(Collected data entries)
=====

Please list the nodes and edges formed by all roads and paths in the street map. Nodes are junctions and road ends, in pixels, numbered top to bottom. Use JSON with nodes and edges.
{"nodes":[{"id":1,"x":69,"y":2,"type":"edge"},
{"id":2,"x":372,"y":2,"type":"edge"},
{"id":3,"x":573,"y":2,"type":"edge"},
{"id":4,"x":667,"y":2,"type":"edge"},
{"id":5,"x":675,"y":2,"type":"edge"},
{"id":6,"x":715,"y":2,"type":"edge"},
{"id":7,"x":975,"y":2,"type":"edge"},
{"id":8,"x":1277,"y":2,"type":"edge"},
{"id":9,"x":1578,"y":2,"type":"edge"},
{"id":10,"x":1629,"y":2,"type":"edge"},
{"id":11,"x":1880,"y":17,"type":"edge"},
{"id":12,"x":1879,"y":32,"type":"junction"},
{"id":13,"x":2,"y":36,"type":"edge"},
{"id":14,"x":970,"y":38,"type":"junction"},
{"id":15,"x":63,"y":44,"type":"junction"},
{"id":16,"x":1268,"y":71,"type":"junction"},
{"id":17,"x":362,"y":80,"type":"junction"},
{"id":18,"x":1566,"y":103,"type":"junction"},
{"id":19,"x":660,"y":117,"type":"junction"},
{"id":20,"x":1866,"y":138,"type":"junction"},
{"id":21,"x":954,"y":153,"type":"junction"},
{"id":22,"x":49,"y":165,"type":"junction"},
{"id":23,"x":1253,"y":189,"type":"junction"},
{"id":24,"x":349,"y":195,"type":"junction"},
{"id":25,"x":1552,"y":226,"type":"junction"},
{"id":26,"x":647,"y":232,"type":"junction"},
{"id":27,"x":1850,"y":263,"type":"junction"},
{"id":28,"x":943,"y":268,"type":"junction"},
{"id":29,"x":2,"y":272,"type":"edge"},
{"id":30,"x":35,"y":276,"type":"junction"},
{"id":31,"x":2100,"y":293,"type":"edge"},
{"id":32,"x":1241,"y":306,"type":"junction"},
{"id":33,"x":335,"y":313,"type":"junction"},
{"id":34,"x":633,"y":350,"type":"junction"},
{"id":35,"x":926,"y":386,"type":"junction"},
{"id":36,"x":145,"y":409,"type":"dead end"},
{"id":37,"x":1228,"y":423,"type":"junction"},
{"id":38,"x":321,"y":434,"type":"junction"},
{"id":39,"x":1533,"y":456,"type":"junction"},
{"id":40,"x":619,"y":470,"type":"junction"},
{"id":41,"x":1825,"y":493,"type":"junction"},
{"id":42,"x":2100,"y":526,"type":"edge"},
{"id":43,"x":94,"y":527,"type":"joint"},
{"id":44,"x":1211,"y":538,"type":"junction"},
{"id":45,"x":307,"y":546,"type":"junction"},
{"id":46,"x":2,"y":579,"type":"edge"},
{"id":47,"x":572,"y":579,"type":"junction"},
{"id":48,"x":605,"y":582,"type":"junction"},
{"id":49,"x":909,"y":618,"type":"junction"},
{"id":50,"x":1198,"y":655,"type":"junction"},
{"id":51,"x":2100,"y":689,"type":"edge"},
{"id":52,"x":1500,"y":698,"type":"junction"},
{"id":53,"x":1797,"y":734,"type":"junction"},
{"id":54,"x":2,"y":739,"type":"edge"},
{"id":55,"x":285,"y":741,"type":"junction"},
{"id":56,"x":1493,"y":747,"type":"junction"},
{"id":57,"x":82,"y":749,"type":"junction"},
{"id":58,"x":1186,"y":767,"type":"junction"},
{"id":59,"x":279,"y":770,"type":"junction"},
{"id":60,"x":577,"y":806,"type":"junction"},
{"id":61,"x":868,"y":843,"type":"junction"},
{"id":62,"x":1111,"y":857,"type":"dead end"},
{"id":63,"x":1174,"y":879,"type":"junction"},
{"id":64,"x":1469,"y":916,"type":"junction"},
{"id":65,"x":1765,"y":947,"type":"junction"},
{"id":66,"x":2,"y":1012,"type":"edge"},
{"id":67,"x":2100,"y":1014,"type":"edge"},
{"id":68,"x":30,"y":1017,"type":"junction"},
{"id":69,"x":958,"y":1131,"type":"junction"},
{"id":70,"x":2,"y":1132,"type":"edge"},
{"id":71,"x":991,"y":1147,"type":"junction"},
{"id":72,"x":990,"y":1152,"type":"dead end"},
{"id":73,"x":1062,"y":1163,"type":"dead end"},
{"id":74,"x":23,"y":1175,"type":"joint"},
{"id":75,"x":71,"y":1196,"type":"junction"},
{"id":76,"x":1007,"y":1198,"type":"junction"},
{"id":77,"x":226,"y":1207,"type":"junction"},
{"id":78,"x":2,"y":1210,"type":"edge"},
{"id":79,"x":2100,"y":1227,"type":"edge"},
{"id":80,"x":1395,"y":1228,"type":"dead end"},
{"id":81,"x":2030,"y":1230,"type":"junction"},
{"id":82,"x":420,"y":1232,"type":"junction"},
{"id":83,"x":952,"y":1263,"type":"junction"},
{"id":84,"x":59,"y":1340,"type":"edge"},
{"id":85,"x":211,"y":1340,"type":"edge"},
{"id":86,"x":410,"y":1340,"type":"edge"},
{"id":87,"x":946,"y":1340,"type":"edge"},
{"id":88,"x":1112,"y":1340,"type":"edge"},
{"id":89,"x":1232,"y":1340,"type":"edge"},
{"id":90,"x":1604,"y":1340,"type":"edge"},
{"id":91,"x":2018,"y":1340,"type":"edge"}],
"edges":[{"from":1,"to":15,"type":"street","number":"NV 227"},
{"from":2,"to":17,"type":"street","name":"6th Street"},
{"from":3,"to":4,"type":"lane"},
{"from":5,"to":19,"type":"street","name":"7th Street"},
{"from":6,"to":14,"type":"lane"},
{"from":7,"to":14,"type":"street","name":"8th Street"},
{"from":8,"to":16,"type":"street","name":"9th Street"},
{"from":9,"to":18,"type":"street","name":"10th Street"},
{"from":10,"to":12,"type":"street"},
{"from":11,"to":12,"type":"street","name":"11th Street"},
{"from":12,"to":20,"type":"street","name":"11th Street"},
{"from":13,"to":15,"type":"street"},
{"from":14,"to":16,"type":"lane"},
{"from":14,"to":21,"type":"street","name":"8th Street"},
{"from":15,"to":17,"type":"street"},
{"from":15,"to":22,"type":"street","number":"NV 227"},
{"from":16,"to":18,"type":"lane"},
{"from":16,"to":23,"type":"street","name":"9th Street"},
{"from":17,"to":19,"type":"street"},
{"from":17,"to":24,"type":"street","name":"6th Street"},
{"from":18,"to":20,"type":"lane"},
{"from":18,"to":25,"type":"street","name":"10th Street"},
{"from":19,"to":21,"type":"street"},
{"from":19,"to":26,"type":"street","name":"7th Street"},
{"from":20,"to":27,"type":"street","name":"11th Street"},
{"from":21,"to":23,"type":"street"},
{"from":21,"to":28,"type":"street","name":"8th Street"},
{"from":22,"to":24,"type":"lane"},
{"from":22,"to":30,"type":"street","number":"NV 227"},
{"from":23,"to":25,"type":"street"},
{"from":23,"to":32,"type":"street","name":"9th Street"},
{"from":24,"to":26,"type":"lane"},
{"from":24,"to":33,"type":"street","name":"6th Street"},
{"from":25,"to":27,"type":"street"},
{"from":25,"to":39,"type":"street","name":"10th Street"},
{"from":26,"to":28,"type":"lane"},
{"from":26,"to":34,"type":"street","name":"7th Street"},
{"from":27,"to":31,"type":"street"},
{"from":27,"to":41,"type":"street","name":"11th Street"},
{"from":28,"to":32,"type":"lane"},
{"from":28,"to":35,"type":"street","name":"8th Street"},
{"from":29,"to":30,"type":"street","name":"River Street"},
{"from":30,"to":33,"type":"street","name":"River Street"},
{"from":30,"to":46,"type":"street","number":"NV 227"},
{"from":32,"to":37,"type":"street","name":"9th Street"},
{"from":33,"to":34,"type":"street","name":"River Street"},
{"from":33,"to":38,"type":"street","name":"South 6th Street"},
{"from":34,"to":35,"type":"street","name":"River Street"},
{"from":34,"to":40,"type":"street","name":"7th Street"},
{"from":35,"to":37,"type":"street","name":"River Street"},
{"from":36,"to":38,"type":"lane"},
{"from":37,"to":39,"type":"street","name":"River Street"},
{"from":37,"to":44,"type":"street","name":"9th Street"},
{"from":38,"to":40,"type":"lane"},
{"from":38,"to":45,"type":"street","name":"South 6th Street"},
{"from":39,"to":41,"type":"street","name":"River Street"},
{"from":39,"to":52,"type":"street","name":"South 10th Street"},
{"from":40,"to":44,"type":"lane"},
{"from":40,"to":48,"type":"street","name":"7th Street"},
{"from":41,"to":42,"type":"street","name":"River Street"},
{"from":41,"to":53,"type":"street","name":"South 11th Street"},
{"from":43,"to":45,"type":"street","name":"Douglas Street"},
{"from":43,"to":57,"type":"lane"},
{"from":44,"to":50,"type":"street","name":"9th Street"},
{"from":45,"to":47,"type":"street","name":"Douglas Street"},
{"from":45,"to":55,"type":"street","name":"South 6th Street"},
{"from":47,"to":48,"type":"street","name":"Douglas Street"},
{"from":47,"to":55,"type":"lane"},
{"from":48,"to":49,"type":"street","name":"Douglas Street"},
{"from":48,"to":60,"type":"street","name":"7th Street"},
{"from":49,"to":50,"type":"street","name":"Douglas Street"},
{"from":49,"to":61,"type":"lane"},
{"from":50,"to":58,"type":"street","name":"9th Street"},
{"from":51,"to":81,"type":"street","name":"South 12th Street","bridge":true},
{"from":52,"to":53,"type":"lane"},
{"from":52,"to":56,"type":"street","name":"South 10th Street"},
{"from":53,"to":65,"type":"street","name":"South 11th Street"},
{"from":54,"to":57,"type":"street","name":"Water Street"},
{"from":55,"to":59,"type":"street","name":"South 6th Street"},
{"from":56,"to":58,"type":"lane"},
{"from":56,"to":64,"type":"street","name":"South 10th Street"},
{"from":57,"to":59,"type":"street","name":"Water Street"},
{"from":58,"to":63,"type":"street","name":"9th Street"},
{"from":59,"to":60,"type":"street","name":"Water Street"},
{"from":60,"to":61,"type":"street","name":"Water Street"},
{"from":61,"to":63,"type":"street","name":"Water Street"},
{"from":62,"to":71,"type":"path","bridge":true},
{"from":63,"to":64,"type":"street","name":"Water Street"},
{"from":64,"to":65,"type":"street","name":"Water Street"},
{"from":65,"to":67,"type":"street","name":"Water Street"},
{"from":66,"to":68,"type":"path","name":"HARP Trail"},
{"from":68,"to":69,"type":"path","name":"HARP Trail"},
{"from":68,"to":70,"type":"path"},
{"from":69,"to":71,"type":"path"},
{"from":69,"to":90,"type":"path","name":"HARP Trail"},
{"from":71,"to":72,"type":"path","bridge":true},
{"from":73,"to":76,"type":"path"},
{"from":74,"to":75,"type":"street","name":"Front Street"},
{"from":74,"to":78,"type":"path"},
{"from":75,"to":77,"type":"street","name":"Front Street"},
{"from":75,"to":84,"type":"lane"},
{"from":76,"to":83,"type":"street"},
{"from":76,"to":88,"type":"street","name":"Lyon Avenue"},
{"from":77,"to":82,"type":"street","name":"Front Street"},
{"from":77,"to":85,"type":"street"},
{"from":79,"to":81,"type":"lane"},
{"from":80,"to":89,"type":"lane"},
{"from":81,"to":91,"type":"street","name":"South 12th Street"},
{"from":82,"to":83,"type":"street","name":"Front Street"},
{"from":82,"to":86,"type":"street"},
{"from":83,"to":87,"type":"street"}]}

=====

**TASK INSTRUCTIONS**
Wherever "River" occurs in the entries above, copy the line it sits on.

**TASK RESULT**
{"from":29,"to":30,"type":"street","name":"River Street"},
{"from":30,"to":33,"type":"street","name":"River Street"},
{"from":33,"to":34,"type":"street","name":"River Street"},
{"from":34,"to":35,"type":"street","name":"River Street"},
{"from":35,"to":37,"type":"street","name":"River Street"},
{"from":37,"to":39,"type":"street","name":"River Street"},
{"from":39,"to":41,"type":"street","name":"River Street"},
{"from":41,"to":42,"type":"street","name":"River Street"},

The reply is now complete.